==== DATA SHOWN

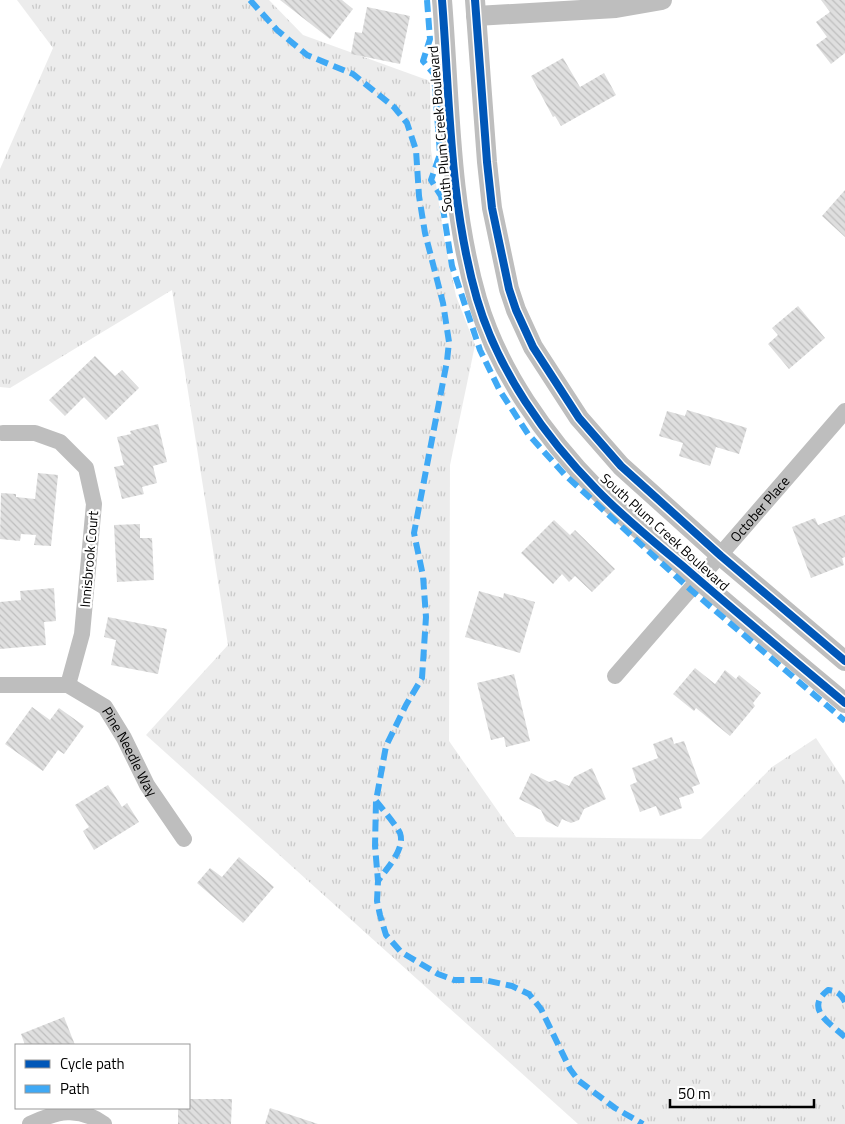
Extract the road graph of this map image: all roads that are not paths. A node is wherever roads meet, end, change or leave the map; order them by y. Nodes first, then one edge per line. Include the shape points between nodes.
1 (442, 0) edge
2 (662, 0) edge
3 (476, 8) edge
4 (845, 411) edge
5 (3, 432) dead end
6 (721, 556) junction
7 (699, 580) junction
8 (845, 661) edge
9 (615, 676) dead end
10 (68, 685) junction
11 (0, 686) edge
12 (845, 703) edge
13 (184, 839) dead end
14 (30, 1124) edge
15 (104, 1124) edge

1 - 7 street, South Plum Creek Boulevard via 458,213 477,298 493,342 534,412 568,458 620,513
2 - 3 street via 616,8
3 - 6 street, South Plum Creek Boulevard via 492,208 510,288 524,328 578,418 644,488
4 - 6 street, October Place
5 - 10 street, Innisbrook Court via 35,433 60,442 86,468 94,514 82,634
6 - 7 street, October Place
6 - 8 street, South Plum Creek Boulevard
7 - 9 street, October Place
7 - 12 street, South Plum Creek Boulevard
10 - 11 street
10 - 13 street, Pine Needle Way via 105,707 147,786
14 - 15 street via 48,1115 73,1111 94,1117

========

# THE TASK:
Set down the material above as is, without any pictures.

# OUTPUT OF THE EXERCISE:
Extract the road graph of this map image: all roads that are not paths. A node is wherever roads meet, end, change or leave the map; order them by y. Nodes first, then one edge per line. Include the shape points between nodes.
1 (442, 0) edge
2 (662, 0) edge
3 (476, 8) edge
4 (845, 411) edge
5 (3, 432) dead end
6 (721, 556) junction
7 (699, 580) junction
8 (845, 661) edge
9 (615, 676) dead end
10 (68, 685) junction
11 (0, 686) edge
12 (845, 703) edge
13 (184, 839) dead end
14 (30, 1124) edge
15 (104, 1124) edge

1 - 7 street, South Plum Creek Boulevard via 458,213 477,298 493,342 534,412 568,458 620,513
2 - 3 street via 616,8
3 - 6 street, South Plum Creek Boulevard via 492,208 510,288 524,328 578,418 644,488
4 - 6 street, October Place
5 - 10 street, Innisbrook Court via 35,433 60,442 86,468 94,514 82,634
6 - 7 street, October Place
6 - 8 street, South Plum Creek Boulevard
7 - 9 street, October Place
7 - 12 street, South Plum Creek Boulevard
10 - 11 street
10 - 13 street, Pine Needle Way via 105,707 147,786
14 - 15 street via 48,1115 73,1111 94,1117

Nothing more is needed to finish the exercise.